DATA EXTRACTS:
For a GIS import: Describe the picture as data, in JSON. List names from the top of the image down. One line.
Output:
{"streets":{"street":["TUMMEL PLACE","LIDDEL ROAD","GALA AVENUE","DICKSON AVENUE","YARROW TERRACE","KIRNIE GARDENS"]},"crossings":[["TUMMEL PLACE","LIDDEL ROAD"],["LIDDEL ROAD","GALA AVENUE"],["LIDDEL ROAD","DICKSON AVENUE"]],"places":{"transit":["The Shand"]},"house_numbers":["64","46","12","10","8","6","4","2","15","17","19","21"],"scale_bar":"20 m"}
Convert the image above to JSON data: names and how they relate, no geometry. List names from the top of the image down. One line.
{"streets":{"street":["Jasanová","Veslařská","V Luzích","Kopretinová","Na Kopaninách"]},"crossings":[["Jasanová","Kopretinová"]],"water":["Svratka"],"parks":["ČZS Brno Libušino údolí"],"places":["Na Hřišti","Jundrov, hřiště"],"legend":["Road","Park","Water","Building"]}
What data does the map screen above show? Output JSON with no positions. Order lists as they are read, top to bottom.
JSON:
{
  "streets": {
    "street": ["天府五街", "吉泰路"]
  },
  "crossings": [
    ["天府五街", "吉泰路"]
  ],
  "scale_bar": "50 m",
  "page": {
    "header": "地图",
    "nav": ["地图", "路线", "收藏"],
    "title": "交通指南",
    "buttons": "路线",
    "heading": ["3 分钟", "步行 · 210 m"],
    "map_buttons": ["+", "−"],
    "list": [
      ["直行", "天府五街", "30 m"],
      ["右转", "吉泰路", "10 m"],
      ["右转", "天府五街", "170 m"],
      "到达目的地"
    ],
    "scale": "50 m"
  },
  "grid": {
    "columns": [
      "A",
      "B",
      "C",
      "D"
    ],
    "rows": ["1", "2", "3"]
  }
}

INSTRUCTIONS TO FOLLOW: Nothing from before the line containing "Convert the image" should appear; copy that line and each one after it through the last line of the entries, exactly.

TASK RESULT:
Convert the image above to JSON data: names and how they relate, no geometry. List names from the top of the image down. One line.
{"streets":{"street":["Jasanová","Veslařská","V Luzích","Kopretinová","Na Kopaninách"]},"crossings":[["Jasanová","Kopretinová"]],"water":["Svratka"],"parks":["ČZS Brno Libušino údolí"],"places":["Na Hřišti","Jundrov, hřiště"],"legend":["Road","Park","Water","Building"]}
What data does the map screen above show? Output JSON with no positions. Order lists as they are read, top to bottom.
JSON:
{
  "streets": {
    "street": ["天府五街", "吉泰路"]
  },
  "crossings": [
    ["天府五街", "吉泰路"]
  ],
  "scale_bar": "50 m",
  "page": {
    "header": "地图",
    "nav": ["地图", "路线", "收藏"],
    "title": "交通指南",
    "buttons": "路线",
    "heading": ["3 分钟", "步行 · 210 m"],
    "map_buttons": ["+", "−"],
    "list": [
      ["直行", "天府五街", "30 m"],
      ["右转", "吉泰路", "10 m"],
      ["右转", "天府五街", "170 m"],
      "到达目的地"
    ],
    "scale": "50 m"
  },
  "grid": {
    "columns": [
      "A",
      "B",
      "C",
      "D"
    ],
    "rows": ["1", "2", "3"]
  }
}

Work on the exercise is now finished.